More broadly, Trump's anti-immigrant stance will also face pushback from members of his own party's congressional caucus, especially those in states and districts who have been alarmed by the GOP's losses among a growing bloc of Hispanic voters.

Beyond the opposition he'll face from Democrats, Trump will have to contend with the large contingent from his own party who either withheld their support or called on him to step down as a candidate. The list includes some 15 Republican senators, along with dozens of current GOP House members and governors.

It remains to be seen whether Trump can convince enough of those Republicans to adopt his stance on closing the nation's borders to immigrants. Immigration reform could prove to become either a template for the remainder of Trump's agenda or a preview of the impact of divisions in the GOP.

But while Republicans may have split over Trump's candidacy, they remain unified on some of the key issues he campaign on.

The GOP-controlled House has voted more than 60 times to repeal the Affordable Care Act, the Obama administration's signature health-care law. Now, that effort becomes much more likely to succeed.

The unity or division of the Republican Party will prove critical even before Trump takes office in January, in one of the most contentious and important issues of the campaign: the nomination to fill the Supreme Court seat left unfilled by the death in February of Antonin Scalia.

Senate Republicans have refused to consider President Barack Obama's nominee, U.S. Appeals Court Judge Merrick Garland, saying the nomination should wait until after the election. Late last month, Arizona Sen. Jeff Flake told reporters that he would press for Garland's nomination hearings in the lame-duck session before Trump is sworn in.

Democrats have failed to win the 60 votes needed for a cloture vote to block a filibuster and clear the way for Garland's nomination to move forward. To do so, they had hoped to win support from among the Republican senators like Flake who opposed Trump's candidacy.

But Republican hardliners including Texas Sen. Ted Cruz have vowed to block Garland, or any other nominee from a Democrat in the White House, indefinitely. Now, Trump's victory will only stiffen opposition to the lame-duck nomination.

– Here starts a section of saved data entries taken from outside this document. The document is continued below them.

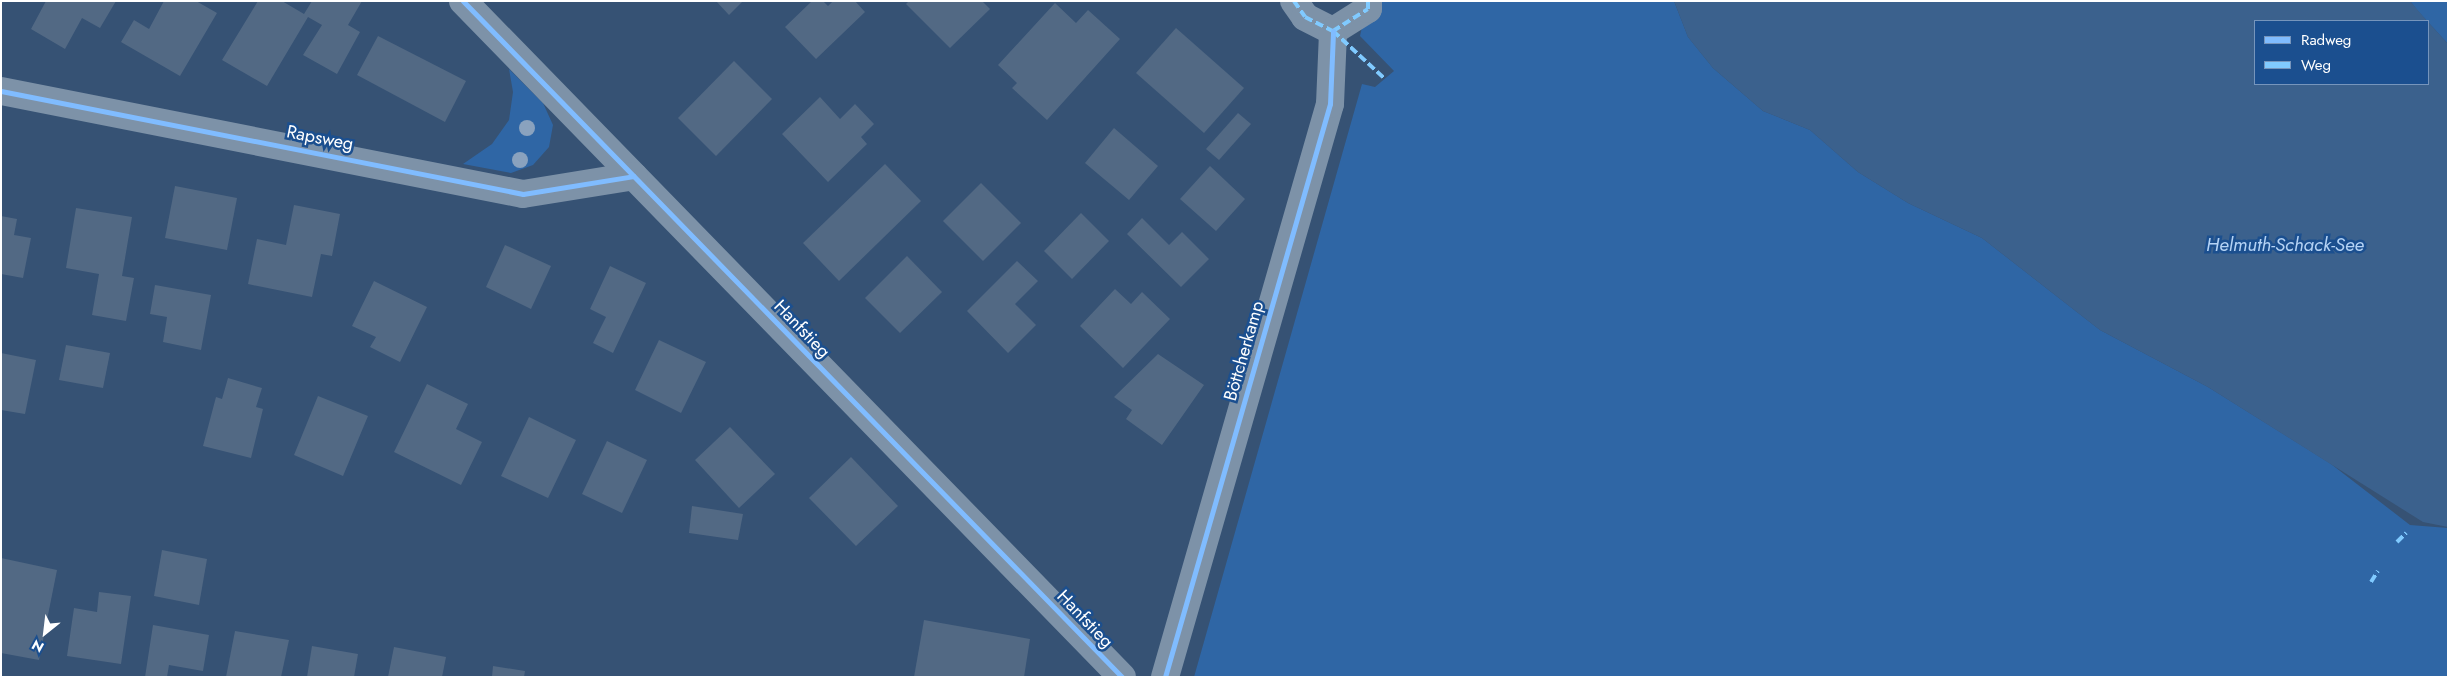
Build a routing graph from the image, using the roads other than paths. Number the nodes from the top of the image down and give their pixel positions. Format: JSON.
{"nodes":[{"id":1,"x":463,"y":1,"type":"edge"},
{"id":2,"x":1294,"y":1,"type":"edge"},
{"id":3,"x":1368,"y":1,"type":"edge"},
{"id":4,"x":1333,"y":31,"type":"junction"},
{"id":5,"x":1,"y":91,"type":"edge"},
{"id":6,"x":634,"y":176,"type":"junction"},
{"id":7,"x":1122,"y":677,"type":"edge"},
{"id":8,"x":1165,"y":677,"type":"edge"}],
"edges":[{"from":1,"to":6,"type":"street","name":"Hanfstieg"},
{"from":2,"to":4,"type":"street"},
{"from":3,"to":4,"type":"street"},
{"from":4,"to":8,"type":"street","name":"Böttcherkamp"},
{"from":5,"to":6,"type":"street","name":"Rapsweg"},
{"from":6,"to":7,"type":"street","name":"Hanfstieg"}]}
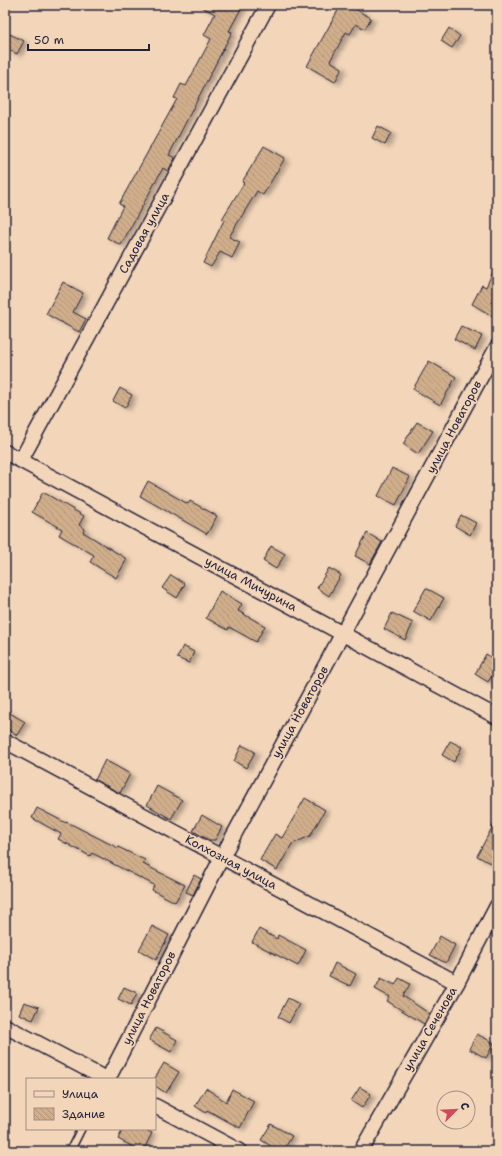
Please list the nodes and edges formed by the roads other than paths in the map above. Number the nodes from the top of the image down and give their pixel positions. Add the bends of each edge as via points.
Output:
1 (268, 5) edge
2 (497, 347) edge
3 (5, 452) edge
4 (21, 460) junction
5 (343, 633) junction
6 (497, 716) edge
7 (5, 741) edge
8 (222, 857) junction
9 (497, 906) edge
10 (457, 983) junction
11 (5, 1026) edge
12 (105, 1078) edge
13 (108, 1078) edge
14 (156, 1107) edge
15 (80, 1130) edge
16 (70, 1151) edge
17 (239, 1151) edge
18 (361, 1151) edge

1 - 4 street, Садовая улица
2 - 5 street, улица Новаторов
3 - 4 street, улица Мичурина
4 - 5 street, улица Мичурина
5 - 6 street, улица Мичурина
5 - 8 street, улица Новаторов
7 - 8 street, Колхозная улица
8 - 10 street, Колхозная улица
8 - 13 street, улица Новаторов
9 - 10 street, улица Сеченова
10 - 18 street, улица Сеченова
11 - 12 street
14 - 17 street
15 - 16 lane

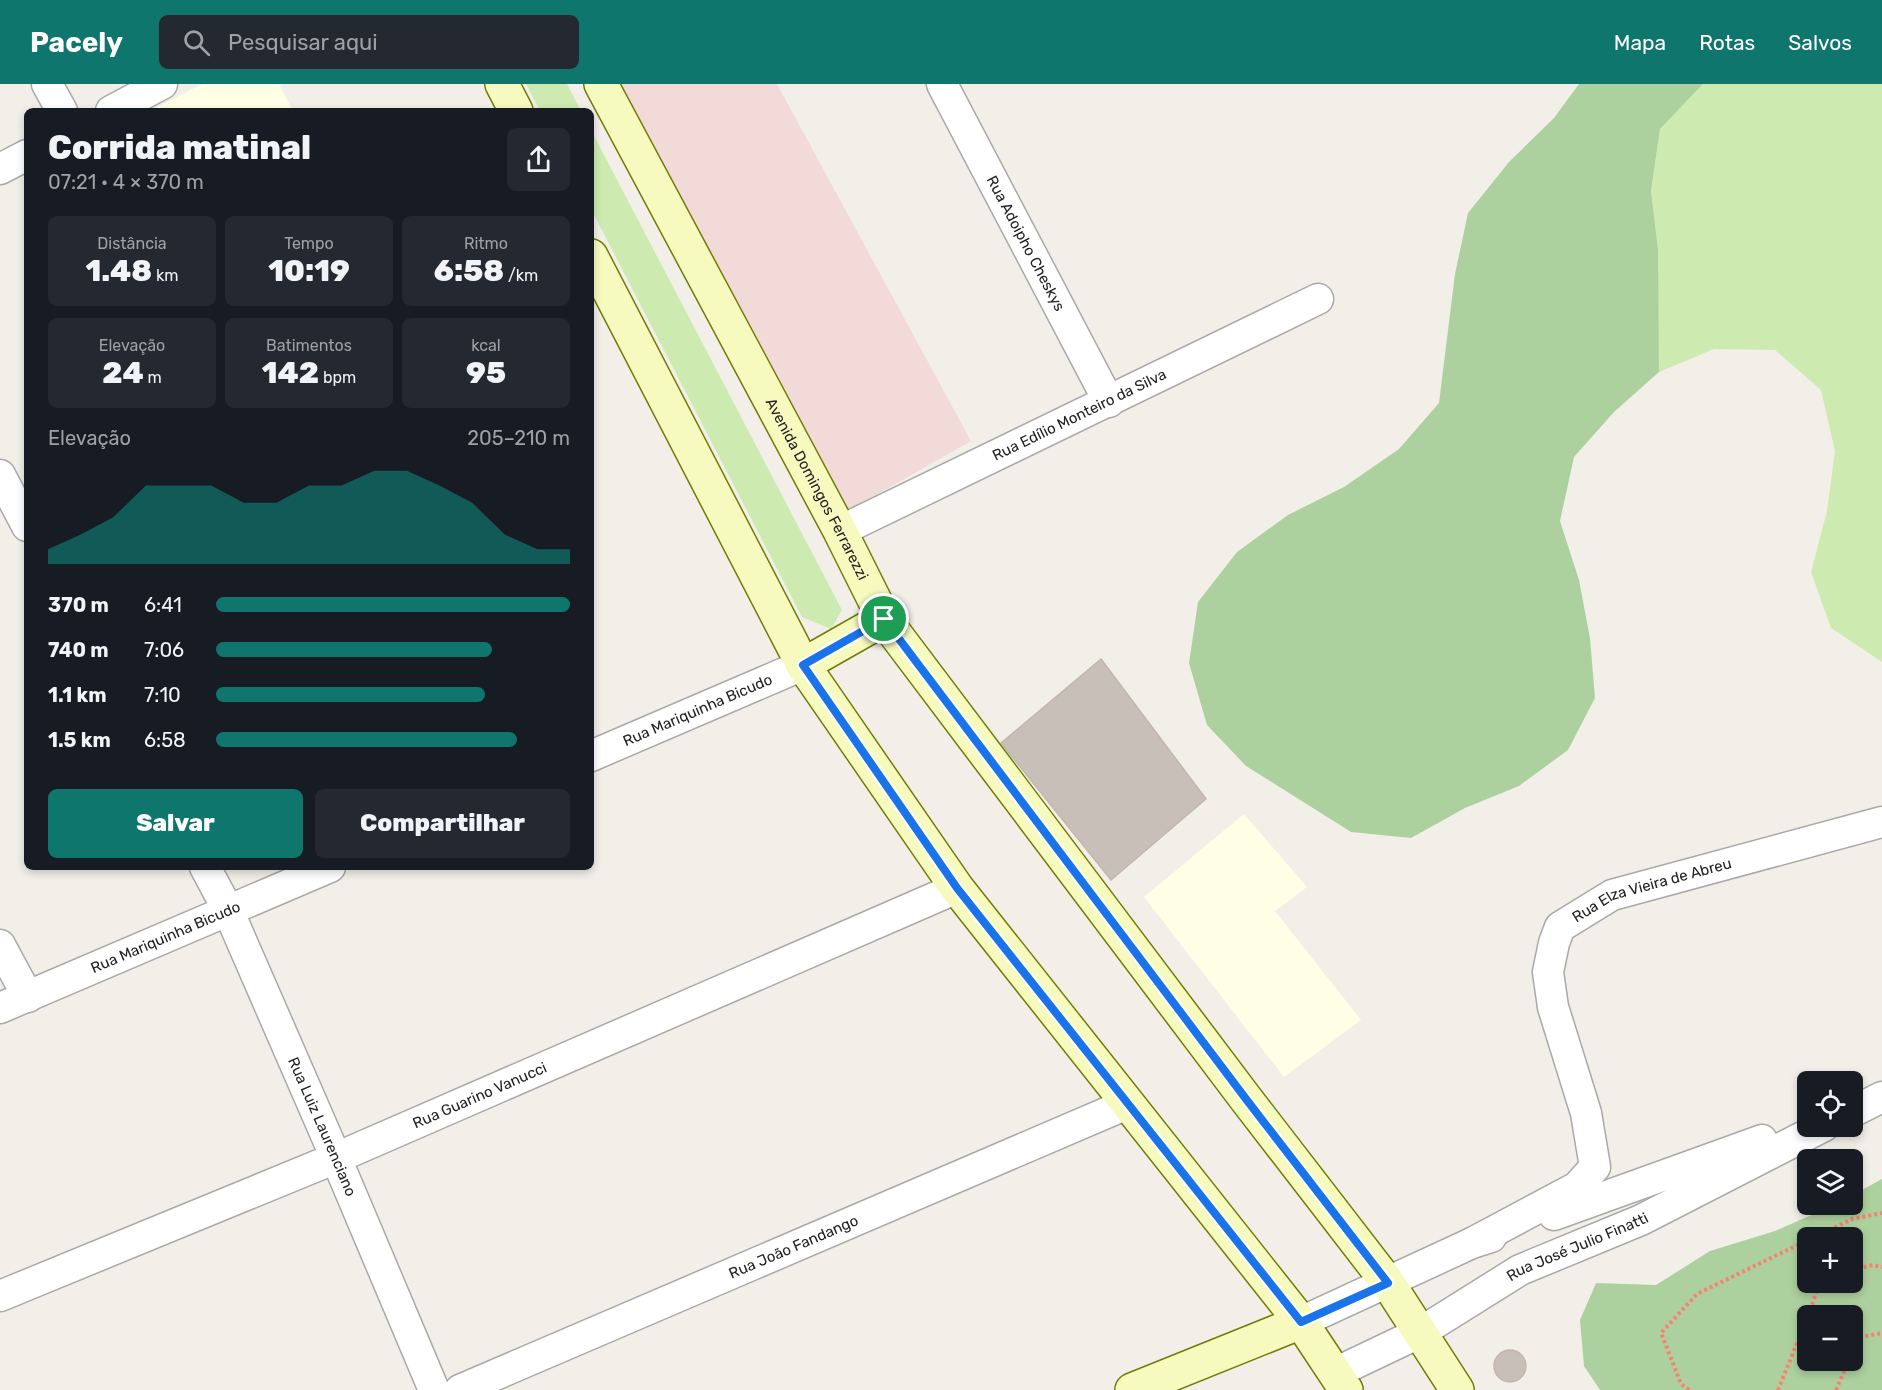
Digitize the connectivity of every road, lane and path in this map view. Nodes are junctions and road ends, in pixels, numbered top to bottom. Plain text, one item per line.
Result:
1 (47, 84) edge
2 (162, 84) edge
3 (502, 84) edge
4 (601, 84) edge
5 (942, 84) edge
6 (60, 108) edge
7 (117, 108) edge
8 (514, 108) edge
9 (24, 157) edge
10 (0, 169) edge
11 (594, 262) edge
12 (1318, 299) dead end
13 (1108, 402) junction
14 (0, 475) edge
15 (24, 520) edge
16 (840, 531) junction
17 (884, 619) junction
18 (803, 665) junction
19 (594, 755) edge
20 (1882, 822) edge
21 (207, 870) edge
22 (323, 870) edge
23 (957, 888) junction
24 (228, 910) junction
25 (0, 945) edge
26 (28, 997) junction
27 (0, 1008) edge
28 (1882, 1097) edge
29 (1863, 1103) edge
30 (1127, 1104) junction
31 (1863, 1106) edge
32 (1797, 1127) edge
33 (1803, 1137) edge
34 (336, 1158) junction
35 (1882, 1213) edge
36 (1836, 1227) edge
37 (1472, 1243) junction
38 (1797, 1245) edge
39 (1863, 1267) edge
40 (1882, 1267) edge
41 (1388, 1283) junction
42 (0, 1296) edge
43 (1301, 1322) junction
44 (1421, 1332) junction
45 (1882, 1333) edge
46 (1863, 1337) edge
47 (1797, 1343) edge
48 (1844, 1371) edge
49 (1340, 1382) edge
50 (434, 1390) edge
51 (460, 1390) edge
52 (1132, 1390) edge
53 (1457, 1390) edge
54 (1689, 1390) edge
55 (1778, 1390) edge
56 (1836, 1390) edge

1 - 6 street
2 - 7 street
3 - 8 main road
4 - 16 main road, Avenida Domingos Ferrarezzi
5 - 13 street, Rua Adoipho Cheskys
9 - 10 street
11 - 18 main road
12 - 13 street, Rua Edílio Monteiro da Silva
13 - 16 street, Rua Edílio Monteiro da Silva
14 - 15 street
16 - 17 main road, Avenida Domingos Ferrarezzi
17 - 18 main road
17 - 41 main road, Avenida Domingos Ferrarezzi
18 - 19 street, Rua Mariquinha Bicudo
18 - 23 main road
20 - 37 street, Rua Elza Vieira de Abreu
21 - 24 street, Rua Luiz Laurenciano
22 - 24 street, Rua Mariquinha Bicudo
23 - 30 main road
23 - 34 street, Rua Guarino Vanucci
24 - 26 street, Rua Mariquinha Bicudo
24 - 34 street, Rua Luiz Laurenciano
25 - 26 street
26 - 27 street, Rua Mariquinha Bicudo
28 - 29 street
28 - 31 street
30 - 43 main road
30 - 51 street, Rua João Fandango
32 - 37 street
33 - 44 street, Rua José Julio Finatti
34 - 42 street, Rua Guarino Vanucci
34 - 50 street, Rua Luiz Laurenciano
35 - 36 path
37 - 41 street
38 - 54 path
39 - 40 path
41 - 43 street
41 - 44 main road, Avenida Domingos Ferrarezzi
43 - 49 main road
43 - 52 main road
44 - 49 street, Rua José Julio Finatti
44 - 53 main road, Avenida Domingos Ferrarezzi
45 - 46 path
47 - 55 path
48 - 56 path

With a free hand to fill the vacant Supreme Court seat and potential future high court vacancies during this term, along with lower federal court appointments, Trump will have the chance to reshape the high court and federal judiciary. That may turn out to be one of the most powerful forces for advancing his agenda and the most lasting impact of his presidency.

Some of Trump's campaign pledges will find wider consensus. After years of political gridlock, both parties faced voter backlash for failure to address some of the country's most pressing problems.

On top of that list is a multibillion-dollar investment in the nation's infrastructure, one of the most likely opportunities for consensus. (Trump's Democratic rival, Hillary Clinton, had also pledged to boost infrastructure spending.)

So long as the spending is widely distributed among congressional districts, an infrastructure bill would likely enjoy bipartisan support. The program would also produce thousands of relatively well-paid jobs, another major pledge through the campaign from both parties.

Regardless of his reception on Capitol Hill, much of Trump's agenda, including areas of regulatory enforcement and foreign policy, won't require congressional approval. The Obama administration's orders on immigration and the EPA regulation of carbon emissions, for example, could be easily reversed.

Trump's promise to roll back Dodd-Frank regulatory reforms wouldn't necessarily require a full-blown repeal of the law; the Trump administration's Treasury and Justice Department's will have broad discretion over how vigorously to enforce it.

But as the Obama administration learned, governing by executive order offers limited options without the support of Congress.